I didn't get the kettle, because I had it in my mind that i can boil water in the pot and use the free space for cooking assortments. I have to say that i now think that a kettle might be a good idea if 1-it's quicker to boil and 2-I can boil water by sitting it on top of a pan.

In the end I didn't have a choice - I've ordered from our famous 'rainforest river' who didn't have the kit with kettle, but i can get it at a later date as a seperate item. The deal was too good to be true. Free delivery, ex Vat (I live in Jersey) and a promotion of a £10 voucher for spending over £50 on 'sport' items. I did find another very good deal from a 'simple walking' shop - but not quite as good.

I also decided to get the trangia fuel bottle - I don't want fuel spills in my panniers - and decided on the 1 litre bottle as I don't have to fill it, but would be useful if I'm away for a couple of weeks.
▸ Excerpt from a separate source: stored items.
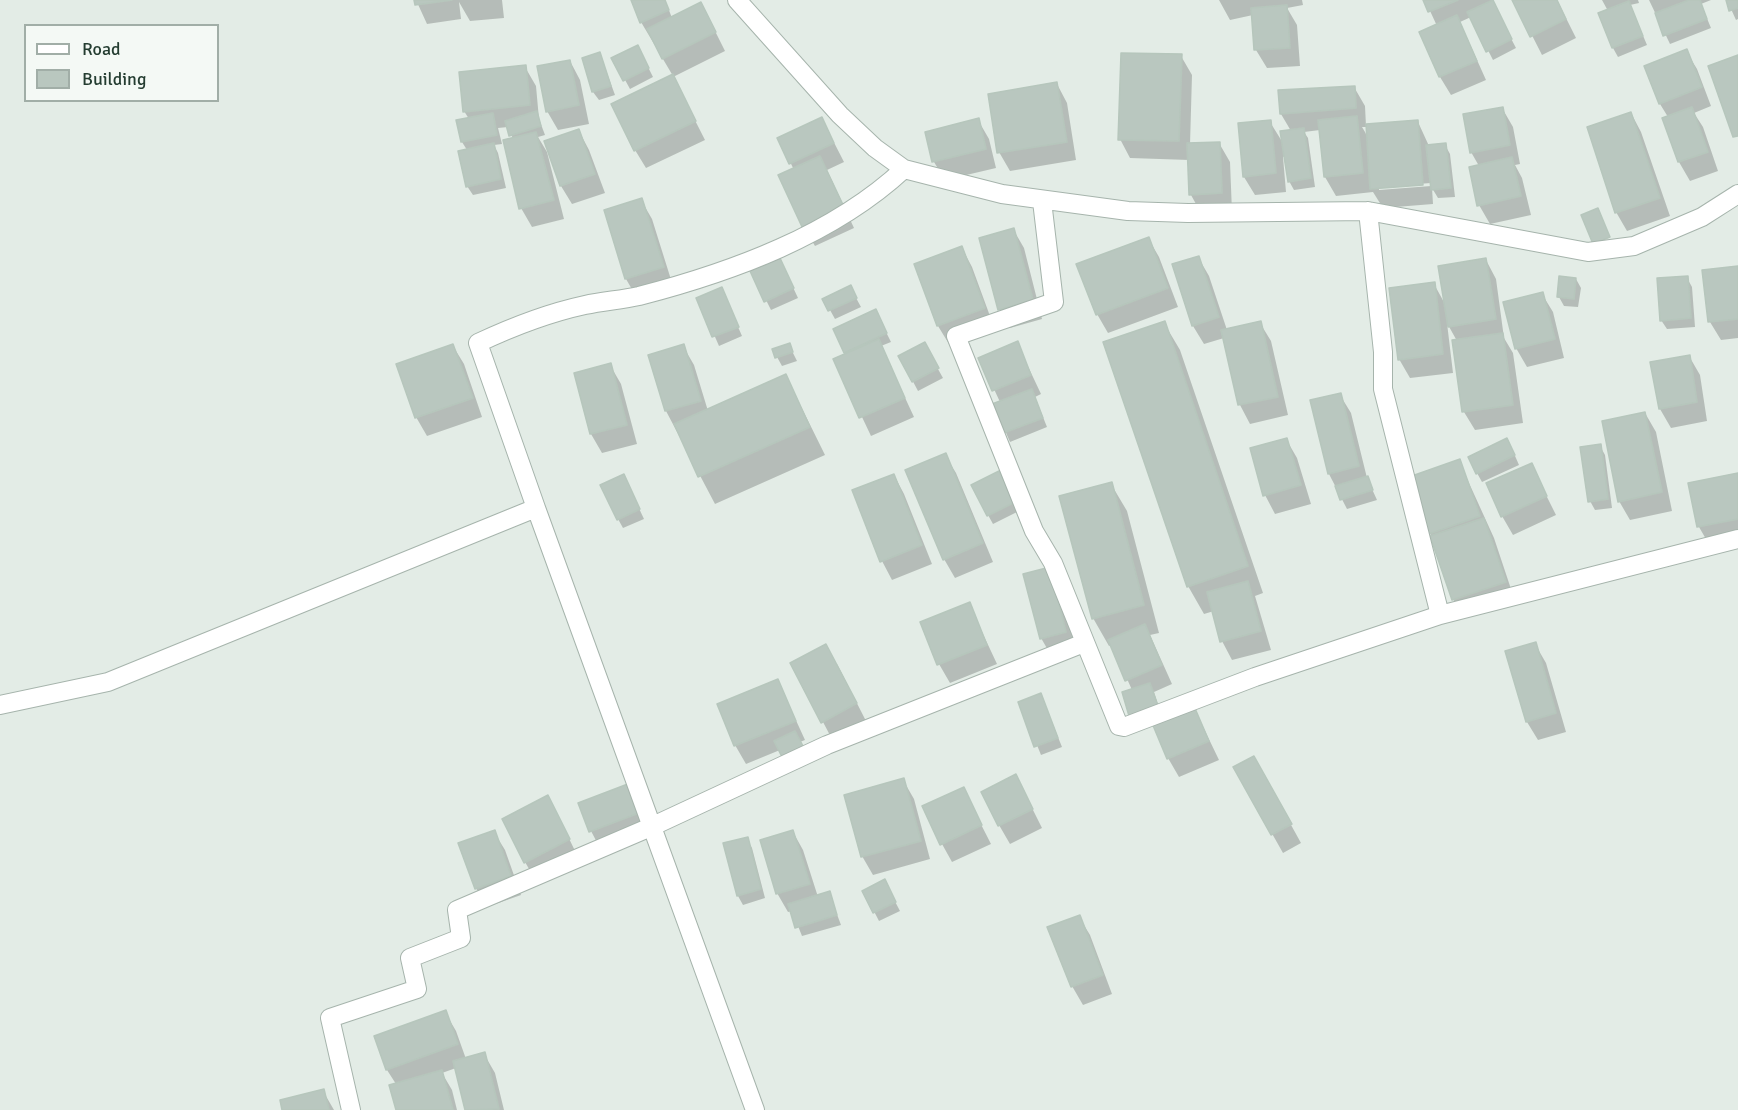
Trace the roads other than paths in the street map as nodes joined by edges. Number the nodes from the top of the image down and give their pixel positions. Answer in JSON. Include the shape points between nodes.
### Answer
{"nodes":[{"id":1,"x":737,"y":0,"type":"edge"},
{"id":2,"x":904,"y":169,"type":"junction"},
{"id":3,"x":1738,"y":194,"type":"edge"},
{"id":4,"x":1042,"y":201,"type":"junction"},
{"id":5,"x":1368,"y":211,"type":"junction"},
{"id":6,"x":536,"y":508,"type":"junction"},
{"id":7,"x":1738,"y":539,"type":"edge"},
{"id":8,"x":1440,"y":615,"type":"junction"},
{"id":9,"x":1084,"y":643,"type":"junction"},
{"id":10,"x":0,"y":705,"type":"edge"},
{"id":11,"x":653,"y":826,"type":"junction"},
{"id":12,"x":351,"y":1110,"type":"edge"},
{"id":13,"x":755,"y":1110,"type":"edge"}],
"edges":[{"from":1,"to":2,"type":"street","via":[[840,115]]},
{"from":2,"to":4,"type":"street"},
{"from":2,"to":6,"type":"street","via":[[849,211],[723,270],[636,296],[538,318],[478,343]]},
{"from":3,"to":5,"type":"street","via":[[1702,218],[1634,246],[1588,252]]},
{"from":4,"to":5,"type":"street","via":[[1188,213]]},
{"from":4,"to":9,"type":"street","via":[[1054,302],[956,336],[1034,531],[1053,563]]},
{"from":5,"to":8,"type":"street","via":[[1383,352],[1383,389]]},
{"from":6,"to":10,"type":"street","via":[[108,682]]},
{"from":6,"to":11,"type":"street"},
{"from":7,"to":8,"type":"street"},
{"from":8,"to":9,"type":"street","via":[[1255,677],[1124,727],[1116,720]]},
{"from":9,"to":11,"type":"street","via":[[827,745]]},
{"from":11,"to":12,"type":"street","via":[[457,910],[461,938],[410,958],[417,989],[330,1018]]},
{"from":11,"to":13,"type":"street"}]}
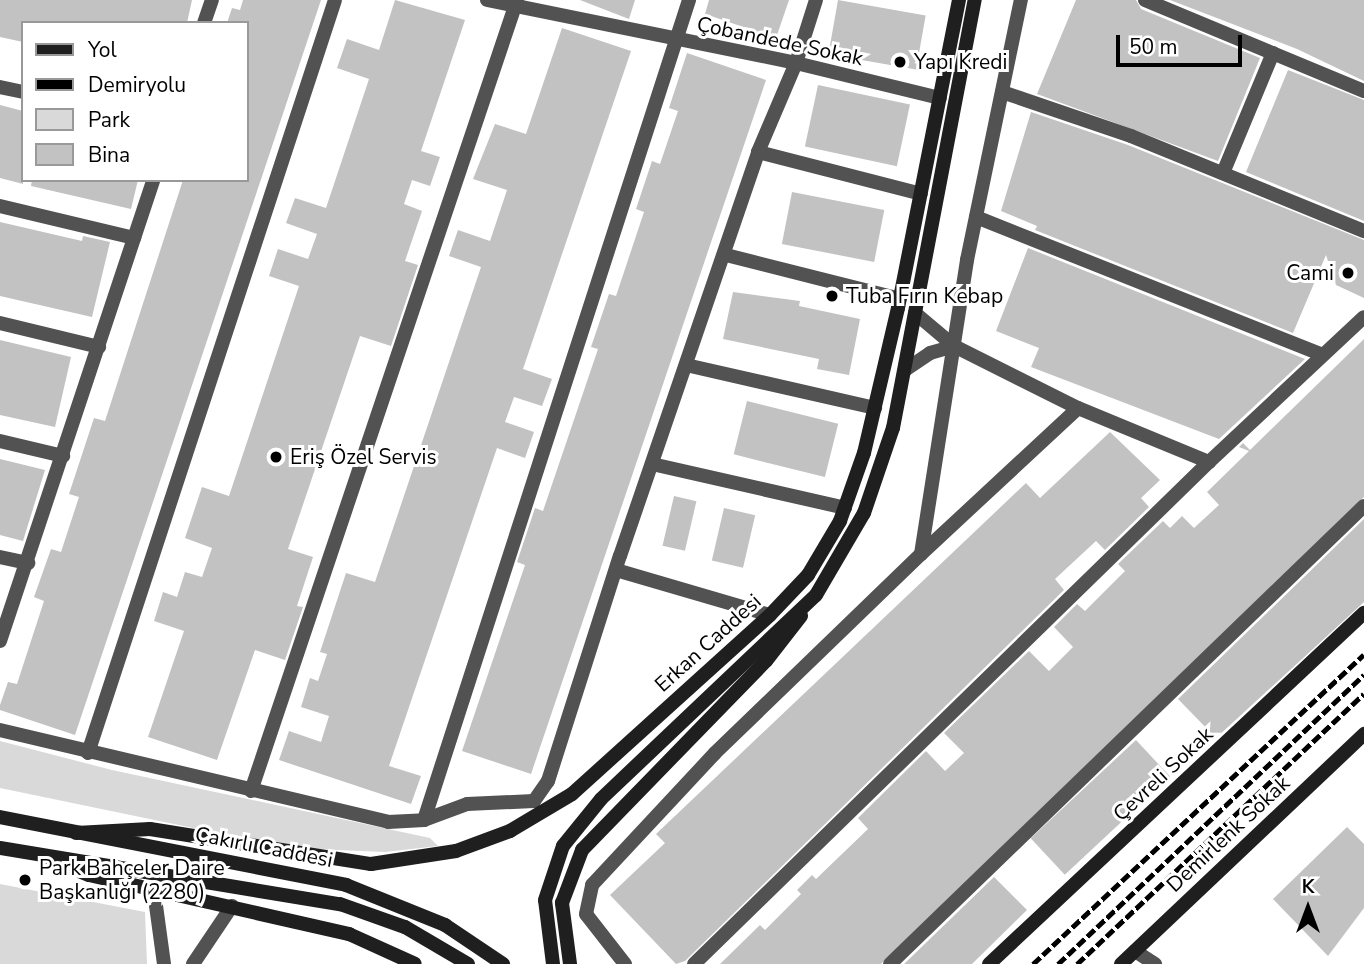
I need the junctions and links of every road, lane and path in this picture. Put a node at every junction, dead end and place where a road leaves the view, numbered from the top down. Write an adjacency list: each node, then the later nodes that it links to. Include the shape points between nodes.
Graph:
1 (212, 0): 11 (street)
2 (334, 0): 56 (street)
3 (487, 0): 10 (street, Çobandede Sokak)
4 (689, 0): 12 (street)
5 (816, 0): 14 (street)
6 (975, 0): 30 (main road, Erkan Caddesi)
7 (1021, 0): 18 (street)
8 (1145, 0): 13 (street)
9 (954, 1): 19 (main road, Erkan Caddesi)
10 (516, 3): 12 (street, Çobandede Sokak); 57 (street)
11 (205, 21)
12 (676, 40): 14 (street, Çobandede Sokak); 59 (street)
13 (1273, 53): 16 (street); 21 (street)
14 (796, 63): 19 (street, Çobandede Sokak); 20 (street)
15 (0, 87): 17 (street)
16 (1364, 91)
17 (21, 92)
18 (1002, 92): 21 (street); 25 (street)
19 (940, 98): 23 (main road, Erkan Caddesi)
20 (758, 152): 23 (street); 28 (street)
21 (1223, 173): 26 (street)
22 (152, 182): 27 (street)
23 (921, 194): 29 (main road, Erkan Caddesi)
24 (0, 206): 27 (street)
25 (976, 217): 34 (street); 35 (street)
26 (1364, 231)
27 (134, 238): 33 (street)
28 (726, 255): 29 (street); 36 (street)
29 (900, 299): 38 (main road, Erkan Caddesi)
30 (915, 313): 34 (street); 37 (main road, Erkan Caddesi)
31 (1364, 317): 35 (street)
32 (0, 323): 33 (street)
33 (99, 346): 41 (street)
34 (954, 346): 37 (street, via 930,353); 39 (street); 46 (street)
35 (1320, 354): 42 (street)
36 (686, 365): 38 (street); 43 (street)
37 (905, 370): 50 (main road, Erkan Caddesi, via 887,451 864,513)
38 (875, 408): 45 (main road, Erkan Caddesi)
39 (1078, 408): 42 (street); 46 (street)
40 (0, 441): 41 (street)
41 (63, 456): 48 (street)
42 (1209, 463): 74 (street)
43 (652, 464): 45 (street); 49 (street)
44 (1364, 506): 75 (street)
45 (845, 508): 52 (main road, Erkan Caddesi, via 808,576)
46 (921, 554): 73 (street, via 715,753 592,885 586,914)
47 (0, 557): 48 (street)
48 (28, 564): 53 (street)
49 (615, 570): 52 (street); 59 (street, via 548,781 534,801 467,804)
50 (816, 595): 71 (main road, Erkan Caddesi, via 579,822 563,846 545,900); 72 (main road, via 766,661 582,850 562,903)
51 (1364, 613): 76 (main road, Çevreli Sokak)
52 (771, 615): 60 (main road, Erkan Caddesi, via 572,794 483,843 427,858 371,864 150,828)
53 (0, 641)
54 (0, 730): 56 (street)
55 (1364, 734): 65 (main road, Demirlenk Sokak)
56 (88, 753): 57 (street)
57 (251, 791): 59 (street, via 388,821)
58 (0, 817): 60 (main road, Çakırlı Caddesi)
59 (424, 820)
60 (76, 833): 70 (main road, Çakırlı Caddesi, via 346,885 445,925)
61 (0, 848): 62 (main road, Çakırlı Caddesi)
62 (35, 854): 63 (main road, via 89,875); 69 (main road, Çakırlı Caddesi, via 340,904 405,927)
63 (154, 891): 64 (main road); 66 (street)
64 (232, 906): 67 (street); 68 (main road, via 349,934)
65 (1135, 951): 77 (main road, Demirlenk Sokak); 78 (street)
66 (164, 964)
67 (193, 964)
68 (415, 964)
69 (468, 964)
70 (503, 964)
71 (553, 964)
72 (570, 964)
73 (625, 964)
74 (694, 964)
75 (890, 964)
76 (989, 964)
77 (1121, 964)
78 (1154, 964)

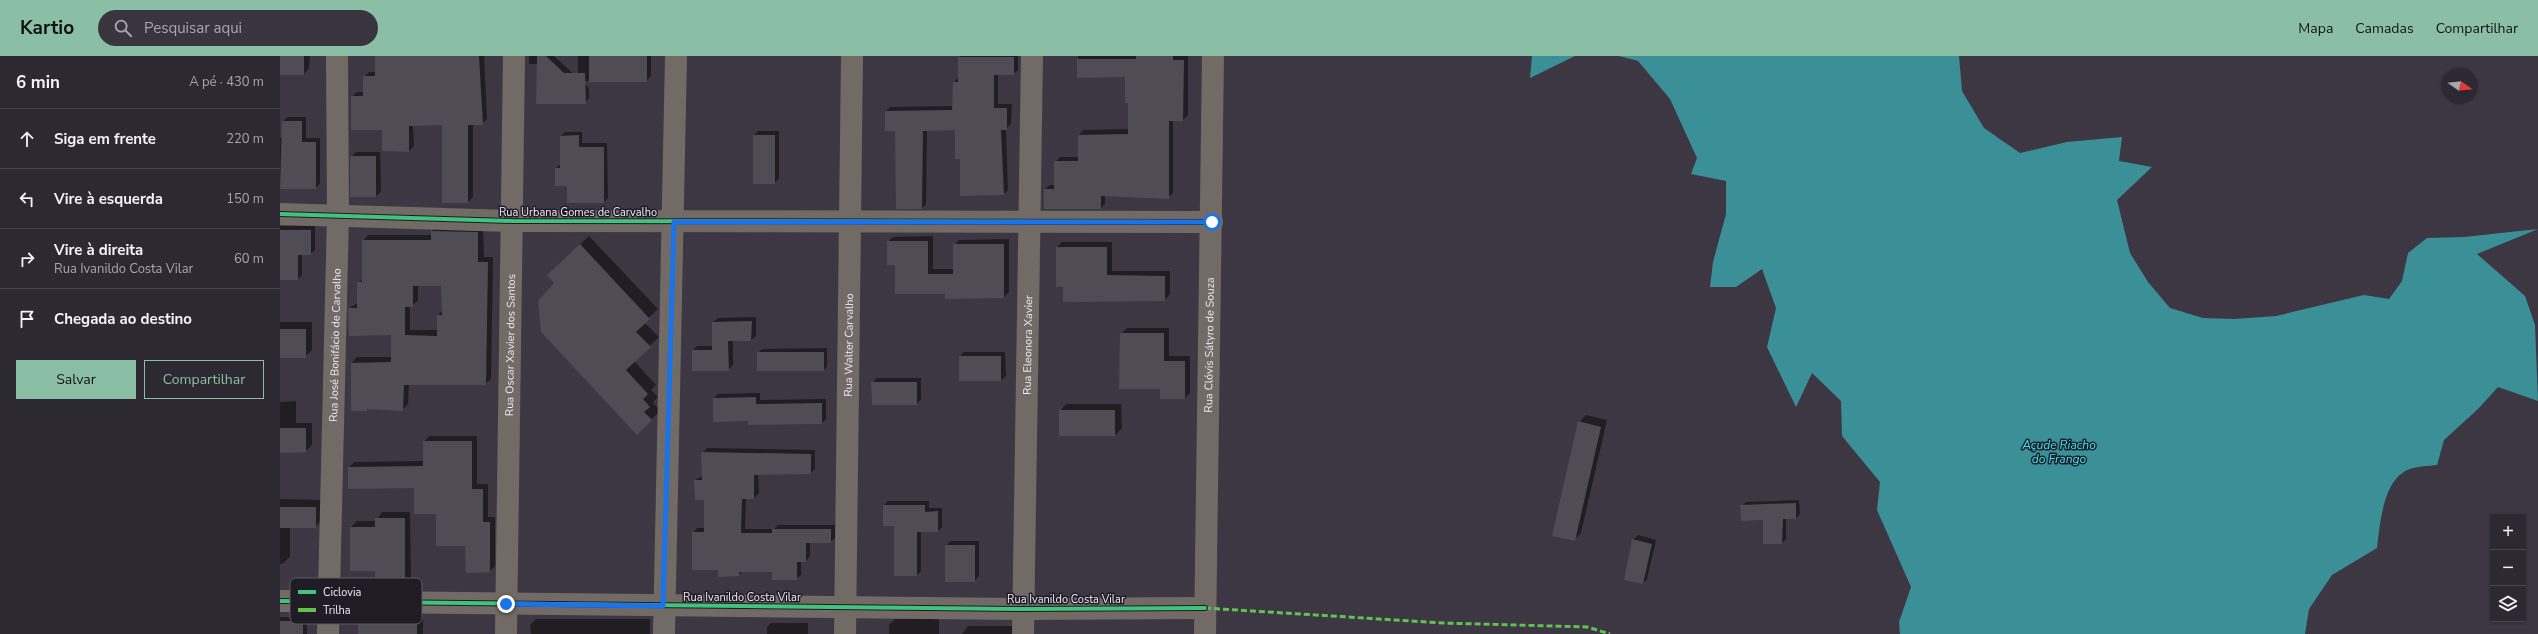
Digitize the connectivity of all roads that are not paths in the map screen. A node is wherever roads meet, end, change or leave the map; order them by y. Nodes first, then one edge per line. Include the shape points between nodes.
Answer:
1 (337, 56) edge
2 (514, 56) edge
3 (676, 56) edge
4 (852, 56) edge
5 (1032, 56) edge
6 (1213, 56) edge
7 (280, 214) edge
8 (338, 215) junction
9 (850, 220) junction
10 (513, 221) junction
11 (674, 222) junction
12 (1212, 222) junction
13 (1030, 223) junction
14 (329, 578) edge
15 (280, 601) edge
16 (290, 601) edge
17 (422, 602) edge
18 (506, 604) junction
19 (663, 606) junction
20 (845, 606) junction
21 (1205, 608) junction
22 (1023, 609) junction
23 (506, 634) edge
24 (664, 634) edge
25 (845, 634) edge
26 (1023, 634) edge
27 (1205, 634) edge

1 - 8 street, Rua José Bonifácio de Carvalho
2 - 10 street, Rua Oscar Xavier dos Santos
3 - 11 street
4 - 9 street, Rua Walter Carvalho
5 - 13 street, Rua Eleonora Xavier
6 - 12 street, Rua Clóvis Sátyro de Souza
7 - 8 street, Rua Urbana Gomes de Carvalho
8 - 10 street, Rua Urbana Gomes de Carvalho
8 - 14 street, Rua José Bonifácio de Carvalho
9 - 11 street, Rua Urbana Gomes de Carvalho
9 - 13 street, Rua Urbana Gomes de Carvalho
9 - 20 street, Rua Walter Carvalho
10 - 11 street, Rua Urbana Gomes de Carvalho
10 - 18 street, Rua Oscar Xavier dos Santos
11 - 19 street
12 - 13 street, Rua Urbana Gomes de Carvalho
12 - 21 street, Rua Clóvis Sátyro de Souza
13 - 22 street, Rua Eleonora Xavier
15 - 16 street, Rua Ivanildo Costa Vilar
17 - 18 street, Rua Ivanildo Costa Vilar
18 - 19 street, Rua Ivanildo Costa Vilar
18 - 23 street, Rua Oscar Xavier dos Santos
19 - 20 street, Rua Ivanildo Costa Vilar
19 - 24 street
20 - 22 street, Rua Ivanildo Costa Vilar
20 - 25 street, Rua Walter Carvalho
21 - 22 street, Rua Ivanildo Costa Vilar
21 - 27 street, Rua Clóvis Sátyro de Souza
22 - 26 street, Rua Eleonora Xavier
As soon as it arrives, I'l be investing in a plastic pot for the burner - thanks for that tip.

Again thank you to you all for the replies - they've helped me make my decision.


----------



## willem (8 Dec 2010)

If you want to fit that bottle securely on your bike's frame, I suggest the Bikebuddy MK3: http://www.bikebuddy.co.uk/
Willem


----------



## scraynes (8 Dec 2010)

Thanks for that Willem,

I'd found that one on one of your previous threads.


----------



## andym (8 Dec 2010)

BikeBuddy is a nice bit of kit, But you could use some shockcord to secure it and stop it rattling around,


----------



## willem (9 Dec 2010)

The Trangia bottle in my Bikebuddy (or the stainless thermos in another) does not rattle at all (unless I misunderstood Andym). One of the reasons I use the Bikebuddy is that it is the most secure way to have a bottle hanging underneath the downtube (ordinary bottle cages are not quite secure hanging underneath that tube).
Willem


----------



## zacklaws (9 Dec 2010)

scraynes said:


> Right I've placed and order and it's on the way.
> 
> In the end i decided that the 27 should be large enough for 2 basically. Decided to get the Hard Anodised one.



Good choice, its the model that I use, but its not the fact that its too small for cooking for two as I sometimes struggle to cook a meal for one, its what you cook, if your boiling spuds, stews, soups etc, theres no problem, its if any of the meals require stirring a lot like a stir fry, there's not much room for manoeuvre in the small pans for moving stuff around it, hence you cannot fill the pans so deep, otherwise food is always getting knocked over the edge of the pan.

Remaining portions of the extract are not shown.